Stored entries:
=== Section Start ===
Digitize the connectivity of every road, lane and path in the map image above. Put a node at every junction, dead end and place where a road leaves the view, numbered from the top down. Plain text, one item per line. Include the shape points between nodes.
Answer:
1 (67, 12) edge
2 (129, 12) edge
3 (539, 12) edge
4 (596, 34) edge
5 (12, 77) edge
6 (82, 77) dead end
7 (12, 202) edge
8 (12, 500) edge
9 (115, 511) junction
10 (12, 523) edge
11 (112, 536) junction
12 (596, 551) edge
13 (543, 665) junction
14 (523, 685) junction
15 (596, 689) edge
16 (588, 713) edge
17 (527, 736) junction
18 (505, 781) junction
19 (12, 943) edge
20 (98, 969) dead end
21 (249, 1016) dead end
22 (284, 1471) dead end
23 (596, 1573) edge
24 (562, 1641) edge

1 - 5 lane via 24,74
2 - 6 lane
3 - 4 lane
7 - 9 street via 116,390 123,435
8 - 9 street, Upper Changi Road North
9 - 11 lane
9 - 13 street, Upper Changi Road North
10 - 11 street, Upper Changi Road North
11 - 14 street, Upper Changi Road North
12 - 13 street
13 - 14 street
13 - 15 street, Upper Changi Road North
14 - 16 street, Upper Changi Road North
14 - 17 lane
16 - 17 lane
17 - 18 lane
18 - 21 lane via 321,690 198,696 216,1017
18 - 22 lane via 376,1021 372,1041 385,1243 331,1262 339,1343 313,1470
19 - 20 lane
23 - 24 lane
=== Section End ===
_Exercise details_:
Reproduce all the data precisely, word for word.

_Response to the exercise_:
Digitize the connectivity of every road, lane and path in the map image above. Put a node at every junction, dead end and place where a road leaves the view, numbered from the top down. Plain text, one item per line. Include the shape points between nodes.
Answer:
1 (67, 12) edge
2 (129, 12) edge
3 (539, 12) edge
4 (596, 34) edge
5 (12, 77) edge
6 (82, 77) dead end
7 (12, 202) edge
8 (12, 500) edge
9 (115, 511) junction
10 (12, 523) edge
11 (112, 536) junction
12 (596, 551) edge
13 (543, 665) junction
14 (523, 685) junction
15 (596, 689) edge
16 (588, 713) edge
17 (527, 736) junction
18 (505, 781) junction
19 (12, 943) edge
20 (98, 969) dead end
21 (249, 1016) dead end
22 (284, 1471) dead end
23 (596, 1573) edge
24 (562, 1641) edge

1 - 5 lane via 24,74
2 - 6 lane
3 - 4 lane
7 - 9 street via 116,390 123,435
8 - 9 street, Upper Changi Road North
9 - 11 lane
9 - 13 street, Upper Changi Road North
10 - 11 street, Upper Changi Road North
11 - 14 street, Upper Changi Road North
12 - 13 street
13 - 14 street
13 - 15 street, Upper Changi Road North
14 - 16 street, Upper Changi Road North
14 - 17 lane
16 - 17 lane
17 - 18 lane
18 - 21 lane via 321,690 198,696 216,1017
18 - 22 lane via 376,1021 372,1041 385,1243 331,1262 339,1343 313,1470
19 - 20 lane
23 - 24 lane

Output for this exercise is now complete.